During their meeting within the Council of Ministers of the Union of Russia and Belarus in Minsk on March 15, Vladimir Putin and Belarusian President Alexander Lukashenko signed an agreement on granting a loan to Belarus to build a nuclear plant on its territory. Atomstroiexport is the Russian group, controlled by the Russian nuclear agency Rosatom Public who is in charge of this project.
The plant with a capacity of 2400 megawatts will be built by 2020 on a site located 50 kilometers from Vilnius, the Lithuanian capital. According to the Russian daily Nezavisimaya Gazeta, Lithuania has already protested to the Belarusian authorities, arguing that Minsk did not respect the UN Convention requires the establishment of an international process of risk assessment on the environment.
The news site reports that the partisan Bielorousski Party MEP for Grünen [green] German Werner Schulz, a member of the Foreign Affairs Commission of the European Parliament, urged Moscow and Minsk to "immediately abandon this project," that he described as "cynical", given the tragedy that now Japan.

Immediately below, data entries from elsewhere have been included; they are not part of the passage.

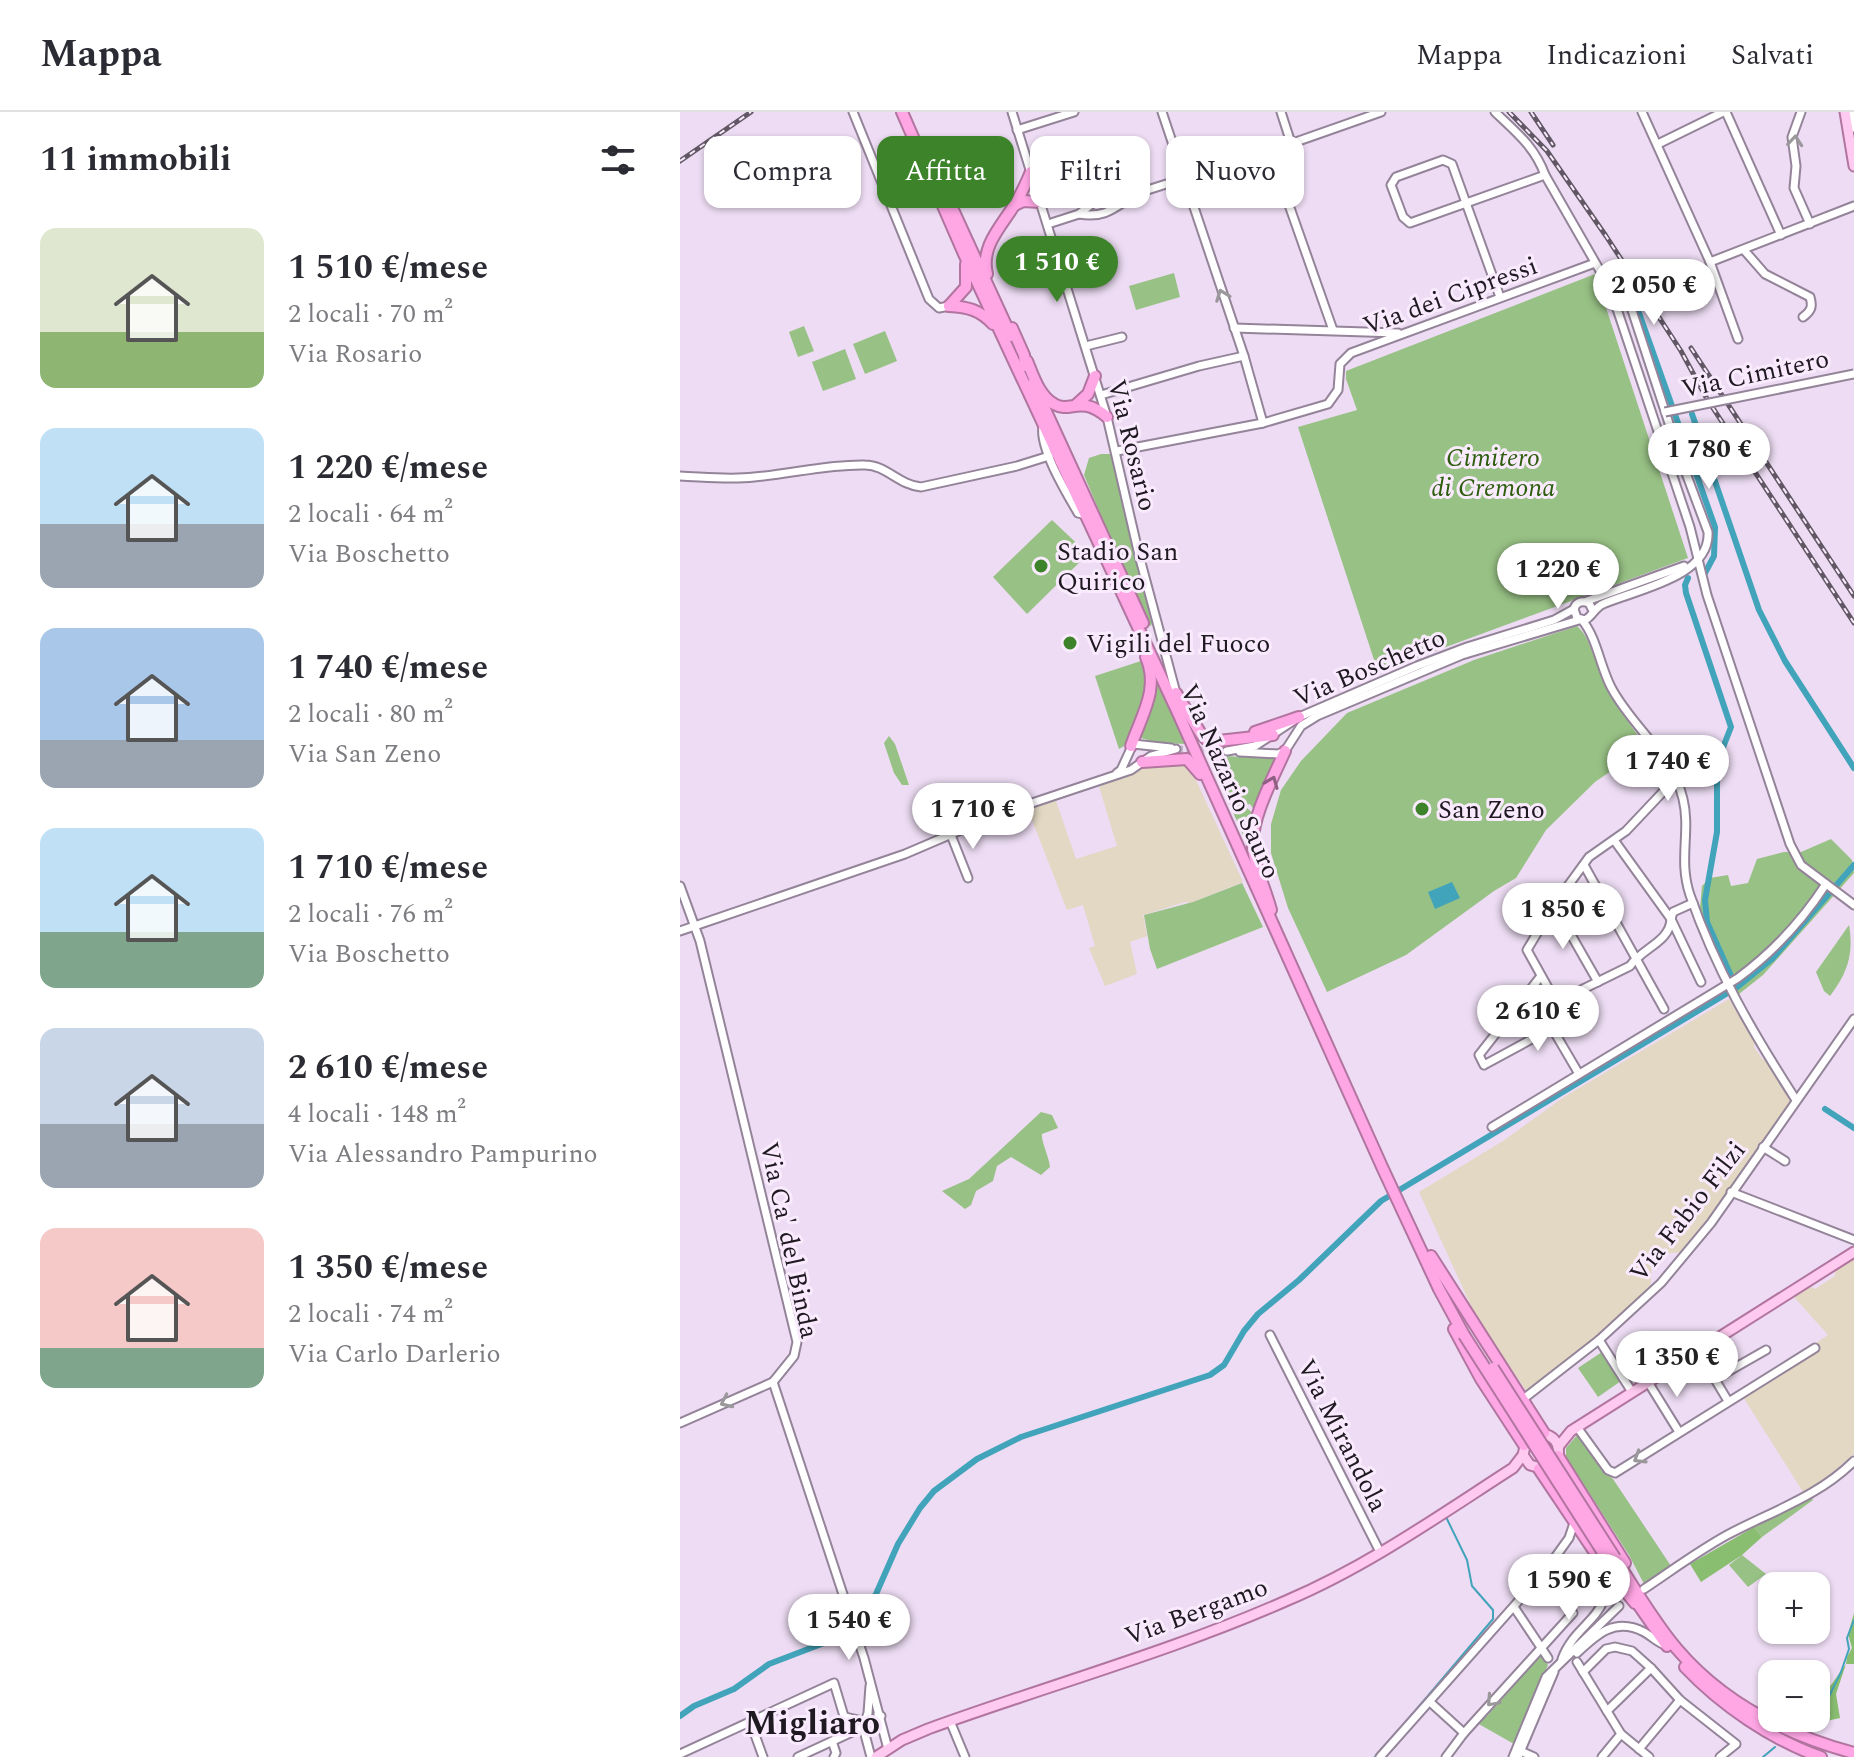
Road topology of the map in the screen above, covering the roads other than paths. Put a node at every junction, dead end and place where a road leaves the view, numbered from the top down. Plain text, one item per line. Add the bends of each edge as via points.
1 (855, 112) edge
2 (902, 112) edge
3 (910, 112) edge
4 (1012, 112) edge
5 (1074, 112) edge
6 (1162, 112) edge
7 (1281, 112) edge
8 (1381, 112) edge
9 (1495, 112) edge
10 (1642, 112) edge
11 (1725, 112) edge
12 (1801, 112) edge
13 (1845, 112) edge
14 (1851, 112) edge
15 (1852, 128) edge
16 (1017, 130) junction
17 (1170, 136) edge
18 (1289, 136) edge
19 (1304, 139) edge
20 (1658, 144) junction
21 (1854, 166) edge
22 (1030, 169) edge
23 (1030, 174) edge
24 (1545, 175) junction
25 (1030, 201) edge
26 (1466, 203) junction
27 (1015, 205) junction
28 (1854, 206) edge
29 (1042, 208) edge
30 (1086, 208) edge
31 (1088, 208) edge
32 (1113, 208) edge
33 (1194, 208) edge
34 (1290, 208) edge
35 (1079, 214) junction
36 (1092, 216) junction
37 (1048, 224) junction
38 (1810, 224) junction
39 (1781, 235) junction
40 (1744, 250) junction
41 (964, 254) junction
42 (1091, 260) dead end
43 (1710, 262) junction
44 (1595, 263) junction
45 (1062, 270) junction
46 (1603, 276) junction
47 (1500, 297) junction
48 (949, 306) junction
49 (1803, 317) dead end
50 (1234, 328) junction
51 (1333, 330) junction
52 (1400, 333) junction
53 (1003, 337) junction
54 (1122, 337) dead end
55 (1738, 339) dead end
56 (1086, 346) junction
57 (1244, 356) junction
58 (1026, 365) junction
59 (1854, 374) edge
60 (1095, 376) junction
61 (1037, 384) junction
62 (1101, 395) junction
63 (1075, 405) junction
64 (1665, 412) junction
65 (1107, 417) junction
66 (1263, 423) junction
67 (1044, 424) junction
68 (1117, 451) junction
69 (1049, 456) junction
70 (680, 476) edge
71 (1086, 515) junction
72 (1697, 561) junction
73 (1586, 601) junction
74 (1574, 609) junction
75 (1592, 613) junction
76 (1581, 620) junction
77 (1589, 629) junction
78 (1146, 644) junction
79 (1176, 693) junction
80 (1299, 717) junction
81 (1273, 735) junction
82 (1241, 737) junction
83 (1130, 750) junction
84 (1285, 751) junction
85 (1141, 762) junction
86 (1115, 774) junction
87 (1677, 777) junction
88 (1212, 787) junction
89 (951, 835) junction
90 (1614, 840) junction
91 (1584, 865) junction
92 (968, 878) dead end
93 (1826, 884) junction
94 (680, 886) edge
95 (1693, 903) junction
96 (1554, 905) junction
97 (1854, 905) edge
98 (1271, 910) junction
99 (1671, 919) junction
100 (696, 926) junction
101 (680, 931) edge
102 (1635, 958) junction
103 (1541, 976) junction
104 (1598, 982) junction
105 (1701, 982) dead end
106 (1727, 985) junction
107 (1664, 1009) dead end
108 (1561, 1011) junction
109 (1854, 1019) edge
110 (1552, 1028) junction
111 (1579, 1074) junction
112 (1796, 1100) junction
113 (1492, 1127) dead end
114 (1763, 1147) junction
115 (1785, 1161) dead end
116 (1731, 1192) junction
117 (1400, 1196) junction
118 (1854, 1240) edge
119 (1854, 1252) edge
120 (1431, 1256) junction
121 (1439, 1289) junction
122 (1467, 1334) junction
123 (1270, 1335) dead end
124 (1599, 1340) junction
125 (1815, 1348) dead end
126 (1766, 1350) dead end
127 (1698, 1351) junction
128 (1715, 1379) junction
129 (773, 1382) junction
130 (1648, 1382) junction
131 (1632, 1392) junction
132 (1522, 1400) junction
133 (1728, 1401) junction
134 (1503, 1413) junction
135 (680, 1423) edge
136 (1574, 1429) junction
137 (1679, 1432) junction
138 (1548, 1435) junction
139 (1524, 1450) junction
140 (1558, 1451) junction
141 (1854, 1461) edge
142 (1534, 1467) junction
143 (1513, 1468) junction
144 (1574, 1480) junction
145 (1555, 1493) junction
146 (1574, 1523) junction
147 (1581, 1533) junction
148 (1569, 1538) junction
149 (1380, 1552) junction
150 (1598, 1557) junction
151 (1644, 1589) dead end
152 (1619, 1606) dead end
153 (1642, 1606) junction
154 (1514, 1607) junction
155 (1573, 1613) dead end
156 (1666, 1645) junction
157 (1540, 1647) junction
158 (1548, 1658) dead end
159 (1577, 1662) dead end
160 (1556, 1668) junction
161 (1651, 1668) junction
162 (1583, 1672) junction
163 (871, 1684) junction
164 (1680, 1700) junction
165 (1430, 1702) junction
166 (1607, 1711) junction
167 (868, 1713) junction
168 (881, 1716) junction
169 (845, 1717) junction
170 (750, 1721) junction
171 (950, 1721) junction
172 (864, 1725) junction
173 (849, 1733) junction
174 (1464, 1733) junction
175 (1621, 1734) junction
176 (832, 1741) junction
177 (888, 1749) junction
178 (1639, 1749) junction
179 (1854, 1753) edge
180 (680, 1754) edge
181 (1517, 1754) edge
182 (873, 1755) edge
183 (763, 1757) edge
184 (798, 1757) edge
185 (834, 1757) edge
186 (965, 1757) edge
187 (1380, 1757) edge
188 (1446, 1757) edge
189 (1534, 1757) edge
190 (1602, 1757) edge
191 (1649, 1757) edge
192 (1720, 1757) edge
193 (1821, 1757) edge

1 - 48 street via 935,305
2 - 41 highway, Via Nazario Sauro
3 - 58 highway, Via Nazario Sauro
4 - 16 street, Via Rosario
5 - 16 street
6 - 17 street
7 - 18 street
8 - 19 street
9 - 24 street, Via Cimitero via 1526,140
10 - 20 street
11 - 20 street
11 - 39 street
38 -> 12 street via 1794,188 1792,137
13 - 15 main road
14 - 15 street
15 - 21 main road
16 - 22 street, Via Rosario
20 - 43 street
23 - 27 highway
24 - 26 street
24 - 44 street, Via Cimitero
25 - 27 highway
26 - 26 street via 1406,222 1391,185 1396,177 1447,160
26 - 47 street
27 - 58 highway via 991,240 985,265
28 - 38 street
29 - 37 street, Via Rosario
30 - 35 street
31 - 36 street
32 - 36 street
50 -> 33 street
34 - 51 street
35 - 36 street
35 - 37 street
37 - 45 street, Via Rosario
38 - 39 street
39 - 40 street
40 - 43 street
40 - 49 street via 1765,274 1810,297 1811,311
41 - 48 highway via 966,287
41 - 53 highway, Via Nazario Sauro
42 - 45 street
43 - 55 street
44 - 46 street, Via Cimitero
44 - 47 street, Via dei Cipressi
45 - 56 street, Via Rosario
46 - 64 street, Via Cimitero via 1615,280 1628,298
46 - 72 street, Via Cimitero
47 - 52 street, Via dei Cipressi
48 - 53 highway via 984,314
50 - 51 street
50 - 57 street
51 - 52 street
52 - 66 street, Via dei Cipressi via 1345,358 1330,402
53 - 67 highway, Via Nazario Sauro
54 - 56 street
56 - 60 street, Via Rosario
57 - 62 street
57 - 66 street
58 - 61 highway
58 - 61 highway
58 - 79 highway, Via Nazario Sauro
59 - 64 street, Via Cimitero, bridge
60 - 62 street, Via Rosario
60 - 63 highway via 1088,394
61 - 63 highway via 1053,404
62 - 65 street, Via Rosario
63 - 65 highway via 1090,405
64 - 72 street, Via Cimitero via 1708,532 1707,549
65 - 68 street, Via Rosario
66 - 68 street, Via dei Cipressi
67 - 69 street
67 - 71 highway, Via Nazario Sauro
68 - 79 street, Via Rosario
69 - 70 street via 921,487 870,465 738,478
69 - 71 street via 1078,513
71 - 78 highway, Via Nazario Sauro
72 - 73 street, Via Boschetto
72 - 75 street, Via Boschetto via 1666,581
72 - 93 street via 1790,844 1801,865
73 - 74 street, Via Boschetto
73 - 75 street
74 - 76 street
74 - 80 street, Via Boschetto via 1417,666
75 - 76 street, Via Boschetto
75 - 77 street
76 - 77 street
76 - 84 street, Via Boschetto via 1462,655 1317,716 1296,731
77 - 87 street via 1611,688
78 - 83 highway via 1149,703
78 - 88 highway, Via Nazario Sauro
79 - 82 highway via 1209,742
79 - 98 highway, Via Nazario Sauro
80 - 81 street, Via Boschetto
80 - 82 highway
81 - 82 highway
81 - 84 street via 1284,739
81 - 84 street, Via Boschetto via 1255,746 1227,751
83 - 85 street
83 - 85 street via 1141,744 1176,749
83 - 86 street
98 -> 84 highway via 1253,838
85 - 86 street
85 - 88 highway via 1187,759
86 - 89 street
87 - 90 street
87 - 95 street via 1684,802 1683,869
88 - 117 highway, Via Nazario Sauro via 1383,1169
89 - 92 street
89 - 100 street
90 - 91 street
90 - 99 street
91 - 96 street
91 - 102 street
93 - 97 street
93 - 106 street via 1775,948
94 - 100 street, Via Ca' del Binda
95 - 99 street via 1673,912
95 - 106 street
96 - 103 street via 1527,950
96 - 104 street
98 - 117 highway, Via Nazario Sauro
99 - 102 street via 1666,935
99 - 105 street
100 - 101 street
100 - 129 street, Via Ca' del Binda via 797,1342 794,1356
102 - 104 street
102 - 107 street
103 - 108 street
103 - 110 street via 1479,1055 1484,1065
104 - 108 street via 1577,992
106 - 111 street
106 - 112 street
108 - 110 street
109 - 112 street, Via Fabio Filzi
110 - 111 street
111 - 113 street
112 - 114 street, Via Fabio Filzi
114 - 115 street
114 - 116 street, Via Fabio Filzi
116 - 118 street
116 - 124 street, Via Fabio Filzi via 1661,1283
117 - 120 highway, Via Nazario Sauro
117 - 121 highway, Via Nazario Sauro
119 - 127 main road, Via Bergamo
120 - 122 highway, Via Nazario Sauro
120 - 132 highway
121 - 122 highway, Via Nazario Sauro
121 - 134 highway via 1456,1334
122 - 153 highway, bridge
123 - 149 street, Via Mirandola
124 - 131 street
124 - 132 street, Via Fabio Filzi
125 - 133 street
126 - 128 street
127 - 128 street
127 - 130 main road, Via Bergamo
128 - 133 street
129 -> 135 street
129 - 163 street
130 - 131 main road, Via Bergamo
130 - 137 street
131 - 136 main road, Via Bergamo
132 - 134 street, Via Fabio Filzi
132 - 138 highway
133 - 137 street
134 - 139 highway
137 -> 136 street via 1611,1473
136 - 138 main road, Via Bergamo
136 - 140 main road, Via Bergamo
138 - 139 main road, Via Bergamo via 1530,1437
138 - 140 main road
139 - 142 main road
139 - 143 main road, Via Bergamo
140 - 142 main road, Via Bergamo via 1553,1465
140 - 144 highway
141 - 151 street via 1811,1495 1727,1535
142 - 143 main road, Via Bergamo
142 - 145 highway
143 - 149 main road, Via Bergamo
144 - 145 highway via 1562,1480
144 - 153 highway via 1619,1552
145 - 146 highway
146 - 147 highway
146 - 148 street
147 - 148 street
147 - 150 highway
148 - 154 street
149 - 171 main road, Via Bergamo via 1252,1615
150 - 153 highway
150 - 160 street via 1605,1578 1603,1604
152 - 160 street
153 - 156 highway
153 - 179 highway via 1722,1691 1774,1724
154 - 157 street
154 - 165 street
155 - 157 street
156 - 160 street via 1636,1629 1612,1626
156 - 193 highway via 1725,1702 1787,1743
157 - 158 street
157 -> 174 street
159 - 162 street
160 - 181 street via 1546,1677
161 - 162 street via 1632,1651 1611,1647
161 - 164 street
161 - 166 street
162 - 166 street
163 - 167 street
163 - 168 street
164 - 178 street
164 - 192 street via 1736,1744
165 - 174 street
165 - 187 street
166 - 175 street
167 - 168 street
167 - 172 street
168 - 172 street
168 - 177 street
169 - 170 street via 834,1683
169 - 172 street
169 - 173 street
170 - 180 street
170 - 183 street
171 - 177 main road, Via Bergamo
171 - 186 street
172 - 173 street
172 - 182 street
173 - 176 street
174 - 188 street
175 - 178 street
175 - 190 street
176 - 184 street
176 - 185 street
177 - 182 main road, Via Bergamo
178 - 191 street
181 - 189 street

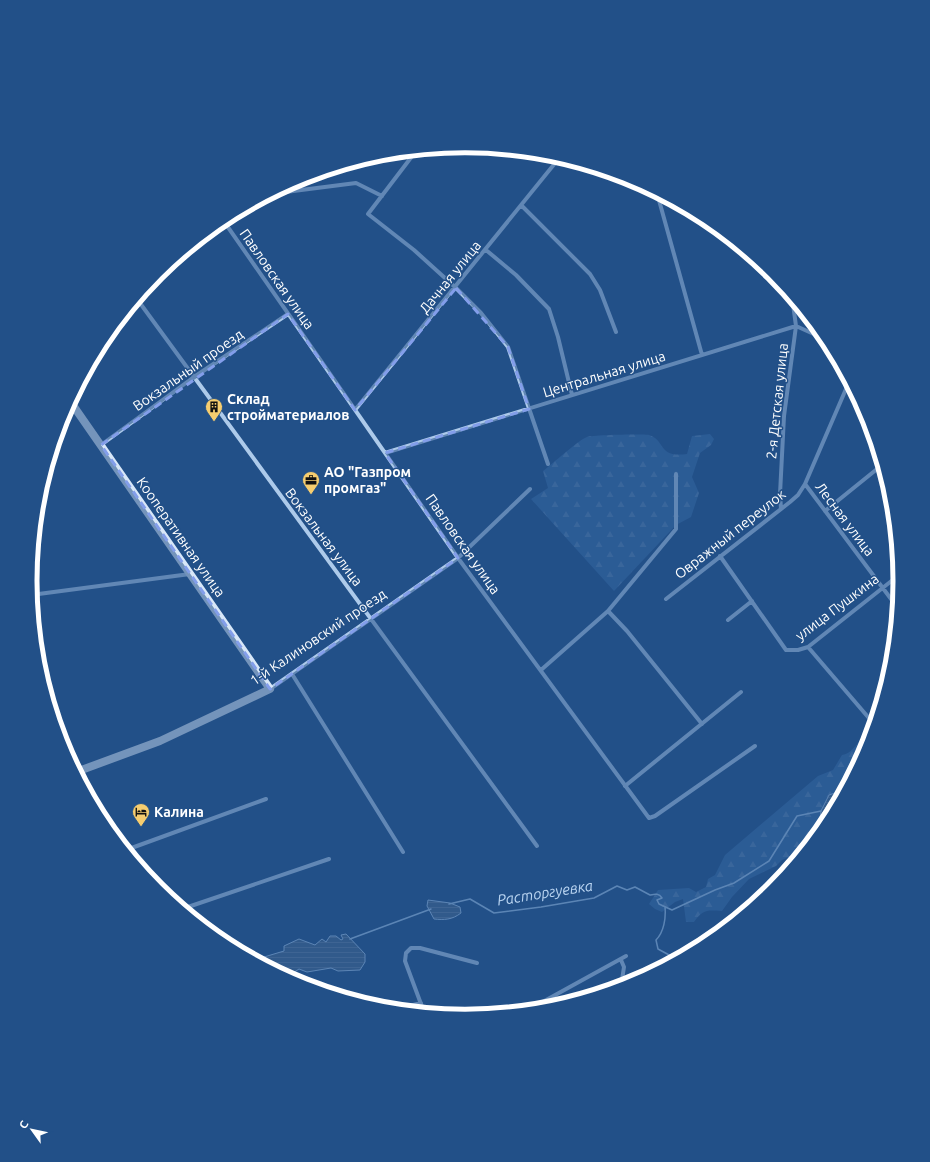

The plant with a capacity of 2400 megawatts will be built by 2020 on a site located 50 kilometers from Vilnius, the Lithuanian capital. According to the Russian daily Nezavisimaya Gazeta, Lithuania has already protested to the Belarusian authorities, arguing that Minsk did not respect the UN Convention requires the establishment of an international process of risk assessment on the environment.
The news site reports that the partisan Bielorousski Party MEP for Grünen [green] German Werner Schulz, a member of the Foreign Affairs Commission of the European Parliament, urged Moscow and Minsk to "immediately abandon this project," that he described as "cynical", given the tragedy that now Japan.